What Are the Most Common Avoidable Colon Cancer Risk Factors?

Daniel Marcus';

By Daniel Marcus

Posted on May 8th, 2021 in News, Myths & Tips

As the third most common malignant disease occurring in both men and women in the United States, colon cancer is diagnosed in nearly 150,000 people throughout the country every year.

While there are certain risk factors for this malignant disease that is beyond your control, such as race, age, inherited syndromes, and a family history of cancer, the good news is that the majority of risk factors are avoidable.

Like the majority of malignant diseases, the exact cause of colon cancer is unknown at the moment, but medical researchers discovered that it develops when mutations in the DNA of healthy cells begin to occur.

Nevertheless, you can significantly lower your chances of coming to struggle with colon cancer by avoiding the following risk factors.

1. Diet

A typical Western diet is a major risk factor for colon cancer. It is usually rich in red meat such as beef, pork, and lamb and low in fiber and fat. The diet that places you at high risk for colon cancer also entails processed foods, as well as frying, broiling, and grilling your meat.

Because these cooking processes involve high temperatures, they will make your food high in chemicals that increase your risk of colon cancer. To avoid this risk factor, you should eat a healthy diet rich in leafy greens, fruits, vegetables, nuts, and lean meat such as fish, seafood, turkey, and poultry.

2. Sedentarism

A sedentary lifestyle refers to not engaging in physical activity as often as it is recommended. Unfortunately, due to the hectic daily life, we are caught up in, we tend to forget to take proper care of our bodies, which is another factor that increases the risk of developing colon cancer.

Numerous people have jobs that entail sitting on a chair behind their desk for at least 8 hours a day, which leaves them with little time to exercise. However, with a little time management, you can include working out in your everyday routine and, contrary to popular belief, you do not have to go to the gym for this. Instead, you can go for long walks, hike, swim, practice yoga, or jog.

3. Obesity

There are over 70 million obese adults in the US, which is very unnerving, to say the least. Some of the main causes of obesity are overeating, physical inactivity, a diet high in simple carbohydrates, taking certain medications, and psychological factors.

Nonetheless, with the right meal planning and with a rigorous exercise plan, you can lose the extra pounds gradually and safely, which will considerably lower your likelihood of coming to struggle with colon cancer, as well as with other serious health complications.

4. Smoking

Tobacco smoking increases your risk of developing colon cancer by at least 20%, which should be enough to make you think about quitting if you are a smoker.
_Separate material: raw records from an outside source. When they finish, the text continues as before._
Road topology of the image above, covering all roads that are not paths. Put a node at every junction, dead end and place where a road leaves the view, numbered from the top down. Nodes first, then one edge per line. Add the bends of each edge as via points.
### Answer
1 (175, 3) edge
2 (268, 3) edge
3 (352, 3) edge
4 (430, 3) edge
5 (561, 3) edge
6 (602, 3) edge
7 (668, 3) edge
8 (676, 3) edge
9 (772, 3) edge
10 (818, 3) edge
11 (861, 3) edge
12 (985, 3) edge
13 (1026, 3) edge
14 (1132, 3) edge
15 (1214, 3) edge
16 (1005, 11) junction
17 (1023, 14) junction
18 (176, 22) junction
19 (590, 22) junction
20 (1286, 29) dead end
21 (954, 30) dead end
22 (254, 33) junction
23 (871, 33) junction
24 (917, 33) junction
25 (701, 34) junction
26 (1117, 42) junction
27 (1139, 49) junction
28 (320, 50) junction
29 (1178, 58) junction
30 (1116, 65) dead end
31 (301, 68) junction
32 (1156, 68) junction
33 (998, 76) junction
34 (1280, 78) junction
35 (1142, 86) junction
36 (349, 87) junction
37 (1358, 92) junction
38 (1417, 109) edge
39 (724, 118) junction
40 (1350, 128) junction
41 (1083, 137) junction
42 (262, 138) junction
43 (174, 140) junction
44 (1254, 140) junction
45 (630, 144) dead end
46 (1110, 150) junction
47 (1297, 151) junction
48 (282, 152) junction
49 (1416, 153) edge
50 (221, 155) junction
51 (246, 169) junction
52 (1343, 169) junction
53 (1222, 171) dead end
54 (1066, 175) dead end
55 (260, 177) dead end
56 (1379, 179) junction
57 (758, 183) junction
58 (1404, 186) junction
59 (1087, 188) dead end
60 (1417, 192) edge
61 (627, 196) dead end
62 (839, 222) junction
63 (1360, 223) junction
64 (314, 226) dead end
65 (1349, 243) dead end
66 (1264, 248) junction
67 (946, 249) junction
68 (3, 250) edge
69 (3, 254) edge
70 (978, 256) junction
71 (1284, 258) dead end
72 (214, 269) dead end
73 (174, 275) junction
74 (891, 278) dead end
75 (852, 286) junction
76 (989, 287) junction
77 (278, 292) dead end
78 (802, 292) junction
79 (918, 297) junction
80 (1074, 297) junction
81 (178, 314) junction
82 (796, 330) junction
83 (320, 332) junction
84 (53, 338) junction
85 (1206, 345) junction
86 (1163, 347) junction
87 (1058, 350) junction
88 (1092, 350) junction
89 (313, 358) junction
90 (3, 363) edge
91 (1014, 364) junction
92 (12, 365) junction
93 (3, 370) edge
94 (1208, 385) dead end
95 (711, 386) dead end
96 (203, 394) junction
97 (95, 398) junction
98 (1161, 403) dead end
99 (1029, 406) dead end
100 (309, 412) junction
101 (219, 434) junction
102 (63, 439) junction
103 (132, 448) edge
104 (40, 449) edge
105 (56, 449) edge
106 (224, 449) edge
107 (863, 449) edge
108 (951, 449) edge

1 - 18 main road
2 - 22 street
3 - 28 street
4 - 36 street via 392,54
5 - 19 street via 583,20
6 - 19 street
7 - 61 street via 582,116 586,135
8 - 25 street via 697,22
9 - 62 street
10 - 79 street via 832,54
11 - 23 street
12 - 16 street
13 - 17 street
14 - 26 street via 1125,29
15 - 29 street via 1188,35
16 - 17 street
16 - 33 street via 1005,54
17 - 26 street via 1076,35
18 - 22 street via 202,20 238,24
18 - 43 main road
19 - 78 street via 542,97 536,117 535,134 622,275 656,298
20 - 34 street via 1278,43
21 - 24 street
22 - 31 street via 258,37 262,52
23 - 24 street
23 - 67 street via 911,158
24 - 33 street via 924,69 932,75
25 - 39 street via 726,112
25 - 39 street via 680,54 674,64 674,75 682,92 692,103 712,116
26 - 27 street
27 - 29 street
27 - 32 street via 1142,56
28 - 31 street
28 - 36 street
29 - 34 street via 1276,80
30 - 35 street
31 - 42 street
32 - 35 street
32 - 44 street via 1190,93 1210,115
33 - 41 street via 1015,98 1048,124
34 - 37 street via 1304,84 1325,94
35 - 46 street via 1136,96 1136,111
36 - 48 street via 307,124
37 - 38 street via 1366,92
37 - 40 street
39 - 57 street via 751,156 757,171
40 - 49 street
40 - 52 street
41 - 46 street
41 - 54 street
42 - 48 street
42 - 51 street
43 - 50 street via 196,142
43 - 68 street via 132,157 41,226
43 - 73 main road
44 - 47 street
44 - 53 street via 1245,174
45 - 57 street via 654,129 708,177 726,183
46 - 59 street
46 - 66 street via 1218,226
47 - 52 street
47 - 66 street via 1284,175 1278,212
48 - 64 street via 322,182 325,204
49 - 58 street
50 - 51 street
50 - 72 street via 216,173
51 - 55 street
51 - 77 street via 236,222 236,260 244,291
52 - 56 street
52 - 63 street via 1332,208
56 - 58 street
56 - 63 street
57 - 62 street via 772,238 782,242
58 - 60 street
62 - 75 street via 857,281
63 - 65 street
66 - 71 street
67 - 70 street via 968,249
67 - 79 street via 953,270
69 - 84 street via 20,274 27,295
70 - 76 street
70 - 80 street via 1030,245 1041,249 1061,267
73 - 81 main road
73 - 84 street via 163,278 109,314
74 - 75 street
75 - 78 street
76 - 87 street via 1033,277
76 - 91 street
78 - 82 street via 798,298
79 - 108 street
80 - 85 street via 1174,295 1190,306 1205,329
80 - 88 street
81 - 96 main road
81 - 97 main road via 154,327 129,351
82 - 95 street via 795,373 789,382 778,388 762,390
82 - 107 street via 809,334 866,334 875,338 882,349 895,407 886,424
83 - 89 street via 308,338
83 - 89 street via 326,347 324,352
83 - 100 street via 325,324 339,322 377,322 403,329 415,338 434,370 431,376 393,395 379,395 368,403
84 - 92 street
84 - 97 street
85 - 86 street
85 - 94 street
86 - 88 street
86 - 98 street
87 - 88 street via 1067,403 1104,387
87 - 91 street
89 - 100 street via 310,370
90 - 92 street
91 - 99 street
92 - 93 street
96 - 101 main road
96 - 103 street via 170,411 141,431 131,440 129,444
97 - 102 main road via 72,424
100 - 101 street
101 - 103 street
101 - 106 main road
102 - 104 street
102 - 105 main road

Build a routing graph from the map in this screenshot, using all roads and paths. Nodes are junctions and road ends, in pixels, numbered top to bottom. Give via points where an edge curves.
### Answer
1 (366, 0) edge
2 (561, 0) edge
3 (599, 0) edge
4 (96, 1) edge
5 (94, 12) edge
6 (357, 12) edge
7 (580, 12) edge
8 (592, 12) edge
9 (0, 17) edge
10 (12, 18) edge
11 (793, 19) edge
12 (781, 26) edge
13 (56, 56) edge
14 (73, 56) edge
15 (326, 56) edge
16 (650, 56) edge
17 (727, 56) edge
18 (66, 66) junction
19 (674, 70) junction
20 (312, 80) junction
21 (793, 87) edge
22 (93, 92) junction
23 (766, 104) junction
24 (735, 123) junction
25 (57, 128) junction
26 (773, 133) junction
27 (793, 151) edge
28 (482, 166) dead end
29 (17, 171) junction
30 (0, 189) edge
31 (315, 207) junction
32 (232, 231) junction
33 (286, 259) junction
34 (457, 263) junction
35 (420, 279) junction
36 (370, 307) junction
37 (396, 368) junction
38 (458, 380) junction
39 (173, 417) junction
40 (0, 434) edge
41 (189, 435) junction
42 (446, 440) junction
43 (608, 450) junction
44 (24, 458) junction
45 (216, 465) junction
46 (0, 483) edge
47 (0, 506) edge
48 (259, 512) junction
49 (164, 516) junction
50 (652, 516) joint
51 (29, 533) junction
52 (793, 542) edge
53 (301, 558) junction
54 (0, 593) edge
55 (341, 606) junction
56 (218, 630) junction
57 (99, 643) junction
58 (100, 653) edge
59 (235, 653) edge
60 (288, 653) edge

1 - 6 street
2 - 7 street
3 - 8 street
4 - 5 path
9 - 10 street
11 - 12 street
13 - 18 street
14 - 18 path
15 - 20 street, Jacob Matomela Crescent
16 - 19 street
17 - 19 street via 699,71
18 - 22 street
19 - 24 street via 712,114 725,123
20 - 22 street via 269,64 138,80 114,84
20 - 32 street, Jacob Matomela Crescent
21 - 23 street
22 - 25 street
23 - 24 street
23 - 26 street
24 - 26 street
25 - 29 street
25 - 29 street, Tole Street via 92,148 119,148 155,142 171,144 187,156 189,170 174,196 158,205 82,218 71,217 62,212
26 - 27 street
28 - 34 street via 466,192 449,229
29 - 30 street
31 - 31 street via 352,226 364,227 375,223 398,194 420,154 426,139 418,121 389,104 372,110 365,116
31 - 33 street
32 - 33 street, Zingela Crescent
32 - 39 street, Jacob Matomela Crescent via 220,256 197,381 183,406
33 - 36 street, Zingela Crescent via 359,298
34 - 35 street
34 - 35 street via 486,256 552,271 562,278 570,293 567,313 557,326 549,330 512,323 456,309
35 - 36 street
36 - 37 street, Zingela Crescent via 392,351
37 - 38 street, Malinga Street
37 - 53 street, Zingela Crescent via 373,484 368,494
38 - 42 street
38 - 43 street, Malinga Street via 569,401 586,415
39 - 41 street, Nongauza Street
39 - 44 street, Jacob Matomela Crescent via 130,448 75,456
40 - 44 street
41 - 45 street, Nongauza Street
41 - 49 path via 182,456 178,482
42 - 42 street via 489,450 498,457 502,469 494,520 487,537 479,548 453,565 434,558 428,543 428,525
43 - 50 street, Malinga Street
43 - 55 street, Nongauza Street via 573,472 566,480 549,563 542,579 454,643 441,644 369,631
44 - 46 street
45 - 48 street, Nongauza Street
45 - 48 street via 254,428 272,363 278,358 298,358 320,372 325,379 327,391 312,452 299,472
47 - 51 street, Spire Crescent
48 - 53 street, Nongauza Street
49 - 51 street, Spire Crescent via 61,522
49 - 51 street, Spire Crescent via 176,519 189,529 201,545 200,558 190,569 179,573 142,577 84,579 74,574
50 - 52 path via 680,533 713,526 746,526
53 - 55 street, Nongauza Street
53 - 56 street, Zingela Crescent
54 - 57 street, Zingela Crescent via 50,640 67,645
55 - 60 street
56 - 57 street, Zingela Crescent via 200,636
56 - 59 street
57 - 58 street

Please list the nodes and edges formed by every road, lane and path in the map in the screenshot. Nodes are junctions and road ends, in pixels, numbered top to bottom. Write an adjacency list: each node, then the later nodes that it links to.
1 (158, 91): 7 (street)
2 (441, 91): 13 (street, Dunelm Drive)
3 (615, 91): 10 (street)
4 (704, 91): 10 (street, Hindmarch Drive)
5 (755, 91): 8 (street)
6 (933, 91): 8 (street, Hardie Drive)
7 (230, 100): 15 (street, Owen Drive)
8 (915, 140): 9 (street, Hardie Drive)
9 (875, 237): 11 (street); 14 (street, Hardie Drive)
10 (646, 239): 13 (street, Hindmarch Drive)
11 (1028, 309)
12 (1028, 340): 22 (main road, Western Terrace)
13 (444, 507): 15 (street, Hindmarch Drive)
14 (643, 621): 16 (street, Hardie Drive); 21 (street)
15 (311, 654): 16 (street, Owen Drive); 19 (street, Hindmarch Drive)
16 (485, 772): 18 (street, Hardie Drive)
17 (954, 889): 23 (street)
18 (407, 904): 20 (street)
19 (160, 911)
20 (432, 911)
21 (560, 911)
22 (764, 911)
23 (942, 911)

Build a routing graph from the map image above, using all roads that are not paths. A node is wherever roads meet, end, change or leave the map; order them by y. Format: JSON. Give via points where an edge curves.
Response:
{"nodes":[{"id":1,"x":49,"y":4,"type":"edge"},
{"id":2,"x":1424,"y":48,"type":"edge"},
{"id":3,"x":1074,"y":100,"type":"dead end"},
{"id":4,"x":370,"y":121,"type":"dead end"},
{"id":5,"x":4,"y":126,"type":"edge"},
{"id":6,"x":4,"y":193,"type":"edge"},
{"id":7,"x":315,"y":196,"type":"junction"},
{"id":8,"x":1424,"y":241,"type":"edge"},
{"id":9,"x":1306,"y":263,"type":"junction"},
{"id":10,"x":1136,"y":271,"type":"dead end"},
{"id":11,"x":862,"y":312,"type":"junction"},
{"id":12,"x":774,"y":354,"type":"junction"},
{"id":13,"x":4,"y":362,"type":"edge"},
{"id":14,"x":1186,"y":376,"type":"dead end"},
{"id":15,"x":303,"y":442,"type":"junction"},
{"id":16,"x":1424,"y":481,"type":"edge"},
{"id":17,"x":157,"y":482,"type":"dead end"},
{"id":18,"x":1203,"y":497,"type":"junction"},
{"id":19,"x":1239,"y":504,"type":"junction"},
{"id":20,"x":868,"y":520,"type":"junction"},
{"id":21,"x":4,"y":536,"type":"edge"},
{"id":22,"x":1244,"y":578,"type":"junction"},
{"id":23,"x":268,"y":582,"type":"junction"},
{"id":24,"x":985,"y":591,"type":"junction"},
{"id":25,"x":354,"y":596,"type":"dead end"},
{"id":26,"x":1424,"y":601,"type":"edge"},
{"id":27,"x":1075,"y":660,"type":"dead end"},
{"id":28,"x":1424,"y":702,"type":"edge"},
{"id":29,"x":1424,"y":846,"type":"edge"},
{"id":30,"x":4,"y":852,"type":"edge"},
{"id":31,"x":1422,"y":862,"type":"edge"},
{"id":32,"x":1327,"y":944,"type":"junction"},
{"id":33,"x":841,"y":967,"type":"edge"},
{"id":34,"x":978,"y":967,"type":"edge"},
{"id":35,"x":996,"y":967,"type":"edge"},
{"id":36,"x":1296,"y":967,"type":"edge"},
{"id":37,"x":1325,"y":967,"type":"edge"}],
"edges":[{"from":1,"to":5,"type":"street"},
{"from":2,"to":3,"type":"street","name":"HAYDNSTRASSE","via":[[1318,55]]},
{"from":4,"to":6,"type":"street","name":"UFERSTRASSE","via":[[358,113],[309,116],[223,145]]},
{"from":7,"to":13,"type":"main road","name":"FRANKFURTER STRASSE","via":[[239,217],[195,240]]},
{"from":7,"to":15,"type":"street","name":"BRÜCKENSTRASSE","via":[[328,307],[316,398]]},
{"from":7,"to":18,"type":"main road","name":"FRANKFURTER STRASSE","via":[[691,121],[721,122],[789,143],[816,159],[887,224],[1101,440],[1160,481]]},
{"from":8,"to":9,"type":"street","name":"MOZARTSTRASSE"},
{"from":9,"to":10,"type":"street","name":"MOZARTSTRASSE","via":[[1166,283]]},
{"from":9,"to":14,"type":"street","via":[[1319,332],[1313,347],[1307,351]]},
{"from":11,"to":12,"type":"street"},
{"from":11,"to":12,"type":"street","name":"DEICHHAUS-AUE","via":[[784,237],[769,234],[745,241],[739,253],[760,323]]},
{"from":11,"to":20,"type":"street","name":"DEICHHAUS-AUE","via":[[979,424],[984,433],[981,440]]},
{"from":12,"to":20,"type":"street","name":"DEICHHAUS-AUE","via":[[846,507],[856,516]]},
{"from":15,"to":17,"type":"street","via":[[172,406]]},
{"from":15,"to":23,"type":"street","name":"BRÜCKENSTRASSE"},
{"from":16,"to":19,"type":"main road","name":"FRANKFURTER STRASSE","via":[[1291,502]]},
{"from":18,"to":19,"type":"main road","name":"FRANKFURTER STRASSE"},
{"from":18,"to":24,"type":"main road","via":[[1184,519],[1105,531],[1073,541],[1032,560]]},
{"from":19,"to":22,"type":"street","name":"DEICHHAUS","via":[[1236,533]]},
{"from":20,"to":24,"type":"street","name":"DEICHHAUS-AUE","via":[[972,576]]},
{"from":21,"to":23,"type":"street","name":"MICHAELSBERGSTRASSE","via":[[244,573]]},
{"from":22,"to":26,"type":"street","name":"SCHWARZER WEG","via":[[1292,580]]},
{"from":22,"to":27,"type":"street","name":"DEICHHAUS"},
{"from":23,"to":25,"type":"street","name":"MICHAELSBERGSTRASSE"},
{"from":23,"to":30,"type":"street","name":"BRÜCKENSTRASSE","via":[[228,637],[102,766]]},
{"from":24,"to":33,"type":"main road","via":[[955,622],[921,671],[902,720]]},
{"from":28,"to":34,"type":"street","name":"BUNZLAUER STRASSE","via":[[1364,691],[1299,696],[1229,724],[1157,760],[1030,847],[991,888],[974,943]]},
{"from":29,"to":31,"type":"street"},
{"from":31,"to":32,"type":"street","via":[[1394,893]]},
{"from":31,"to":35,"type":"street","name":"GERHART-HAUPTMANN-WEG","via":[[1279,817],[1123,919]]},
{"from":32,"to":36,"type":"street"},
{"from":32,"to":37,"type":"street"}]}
Unfortunately, colon cancer is one of the overwhelmingly numerous diseases smoking can result in over the years. However, it is completely understandable why so many people continue smoking even if they are well aware of the health risk of this habit.

Nicotine is a very addictive substance and, in the absence of it, smokers may experience bothersome withdrawal symptoms. On the bright side, there are many ways you can quit smoking, such as nicotine replacement therapy, which comes in the form of patches that are applied to the skin, nicotine gum, or lozenges.

5. Alcohol

People who drink 3 and a half alcoholic beverages per day have a 50% higher risk of developing colon cancer than individuals who are not heavy drinkers. For this reason, you may want to limit your alcohol intake to one drink a day if you are a woman and 2 drinks a day if you are a man.

However, medical studies found that even people who drink in moderation have a 1.2 to 1.5 times higher risk of developing colon cancer than those who do not drink alcohol at all. Thereby, you may want to avoid drinking altogether, particularly if you have other risk factors connected to colon cancer that you cannot control.

Even though the life expectancy for colon cancer is relatively good if the disease is found in the early stages, you should keep a close eye on your health and strive to have a positive lifestyle that will not increase your chances of developing this serious disease.

By the end of the year, over 52,000 people in the country will have lost their lives to colon cancer.